Il se souvenait de tout. Il hurla. Un son déchiré et inhumain.

Il se rappelait s'être éclipsé de la chambre, avoir descendu les escaliers métalliques. Theo le tenait pas la main, et lui priait d'avancer plus vite. Son visage était radieux de cruauté. À ce moment-là, Simon avait commencé à être effrayé. Il voulait rentrer. Pourquoi sortaient-ils si tard dans la nuit ? Sa mère allait le disputer. Ils ne devraient pas aller dehors. Qui étaient ces gens qui les regardaient passés ? Pourquoi ne l'aidait-il pas à rentrer chez lui ? Pourquoi Theo paraissait-il si sûr de lui ? 

Les rails étaient juste devant lui, et pourtant il ne les voyait plus. Il n'y avait même pas une étoile dans le ciel pour le rassurer et lui dire que la douleur allait probablement passer. Il avait crié, mordu, frappé, pleuré, hurlé. Il s'était crispé, recroquevillé. Qu'est-ce que Theo lui faisait ? Il se sentait si mal, si honteux, si impuissant. Que se passait-il ? N'était-il pas son ami ? Pourquoi le faisait-il souffrir ? 

Le train approchait. Deux phares éclairaient le chemin, et illuminait la monstruosité au-dessus de lui. Ce n'était pas un enfant, c'était une créature des ténèbres. « Ce n'est qu'un jeu » lui avait-il dit. 

Mais Simon ne voulait pas jouer. 

Le coup était parti. Le garçon avait regroupé ses forces et, avec toute la colère qu'il avait, il poussa son ami le plus loin possible de lui. Tout ce qu'il entendit fût le bruit d'un choc, comme s'il avait écrasé une araignée avec son pied. 

D'un seul coup, Simon fût de nouveau un enfant. De retour au pays des enfers, les jambes flageolantes, il s'effondra. Sa vision se fragmenta, sa respiration s'accéléra jusqu'à provoquer une peine atroce dans ses poumons. 

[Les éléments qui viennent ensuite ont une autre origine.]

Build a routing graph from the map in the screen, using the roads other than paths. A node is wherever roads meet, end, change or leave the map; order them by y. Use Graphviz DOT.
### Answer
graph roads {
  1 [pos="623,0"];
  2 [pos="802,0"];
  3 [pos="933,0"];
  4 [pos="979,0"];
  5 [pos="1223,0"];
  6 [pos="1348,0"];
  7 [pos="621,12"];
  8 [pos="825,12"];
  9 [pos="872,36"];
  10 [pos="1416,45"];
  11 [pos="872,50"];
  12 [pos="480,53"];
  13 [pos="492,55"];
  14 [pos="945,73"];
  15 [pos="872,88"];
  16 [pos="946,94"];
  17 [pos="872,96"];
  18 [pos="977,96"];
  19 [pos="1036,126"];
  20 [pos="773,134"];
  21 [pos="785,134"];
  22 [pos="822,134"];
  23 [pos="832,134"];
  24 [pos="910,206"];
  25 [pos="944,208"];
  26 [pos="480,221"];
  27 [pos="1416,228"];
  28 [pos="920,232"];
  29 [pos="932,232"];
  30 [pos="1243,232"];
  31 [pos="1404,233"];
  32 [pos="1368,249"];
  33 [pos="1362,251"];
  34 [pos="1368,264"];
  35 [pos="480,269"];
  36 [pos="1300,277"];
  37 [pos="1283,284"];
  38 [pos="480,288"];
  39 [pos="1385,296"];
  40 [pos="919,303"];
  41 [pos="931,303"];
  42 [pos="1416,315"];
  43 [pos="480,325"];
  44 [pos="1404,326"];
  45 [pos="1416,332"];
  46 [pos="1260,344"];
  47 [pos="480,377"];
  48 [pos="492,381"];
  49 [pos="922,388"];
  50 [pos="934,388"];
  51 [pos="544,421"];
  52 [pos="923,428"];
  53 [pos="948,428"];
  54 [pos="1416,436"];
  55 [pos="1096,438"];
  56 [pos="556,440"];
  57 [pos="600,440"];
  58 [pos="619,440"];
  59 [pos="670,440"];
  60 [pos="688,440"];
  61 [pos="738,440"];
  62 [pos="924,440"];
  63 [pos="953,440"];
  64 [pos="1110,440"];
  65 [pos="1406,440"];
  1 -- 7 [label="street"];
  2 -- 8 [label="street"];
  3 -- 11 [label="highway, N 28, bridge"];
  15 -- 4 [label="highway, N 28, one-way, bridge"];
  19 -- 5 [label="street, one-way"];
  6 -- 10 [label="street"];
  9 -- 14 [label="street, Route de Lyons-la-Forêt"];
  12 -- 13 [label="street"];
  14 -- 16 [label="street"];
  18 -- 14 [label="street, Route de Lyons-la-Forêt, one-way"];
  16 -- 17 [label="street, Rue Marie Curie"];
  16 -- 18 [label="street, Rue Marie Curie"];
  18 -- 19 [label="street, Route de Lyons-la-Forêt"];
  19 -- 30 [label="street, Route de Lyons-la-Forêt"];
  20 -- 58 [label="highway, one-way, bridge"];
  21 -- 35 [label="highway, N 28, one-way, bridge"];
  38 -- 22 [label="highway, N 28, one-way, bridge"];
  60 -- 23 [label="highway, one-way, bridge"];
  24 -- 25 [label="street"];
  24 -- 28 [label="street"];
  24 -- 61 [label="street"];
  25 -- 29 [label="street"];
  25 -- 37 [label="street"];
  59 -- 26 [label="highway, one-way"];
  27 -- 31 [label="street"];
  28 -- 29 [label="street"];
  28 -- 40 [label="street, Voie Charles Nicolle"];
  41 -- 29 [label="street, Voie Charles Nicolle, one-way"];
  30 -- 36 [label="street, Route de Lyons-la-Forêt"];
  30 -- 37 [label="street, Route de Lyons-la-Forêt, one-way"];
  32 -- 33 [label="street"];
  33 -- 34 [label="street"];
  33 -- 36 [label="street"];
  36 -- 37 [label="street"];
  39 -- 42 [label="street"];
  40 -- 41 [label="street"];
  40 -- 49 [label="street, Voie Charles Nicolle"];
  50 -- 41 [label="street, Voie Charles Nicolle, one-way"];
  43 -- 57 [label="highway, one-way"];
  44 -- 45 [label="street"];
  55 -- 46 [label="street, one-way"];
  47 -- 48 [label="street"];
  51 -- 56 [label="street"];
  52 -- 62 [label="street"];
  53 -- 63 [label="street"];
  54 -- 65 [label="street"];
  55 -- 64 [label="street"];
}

  – Appelle-le ! se mit à hurler sa mère, en se précipitant sur son fils. Appelle Light, ¡deprisa!

Son mari se rua sur le téléphone, tandis qu'elle tentait de calmer son fils. 

Cependant, ni les caresses, ni les douces paroles, ni les berceuses rassurantes ne semblaient l'apaiser. Simon s'était emprisonné dans un espace d'où il ne sortirait pas indemne. Il s'était emprisonné dans le souvenir.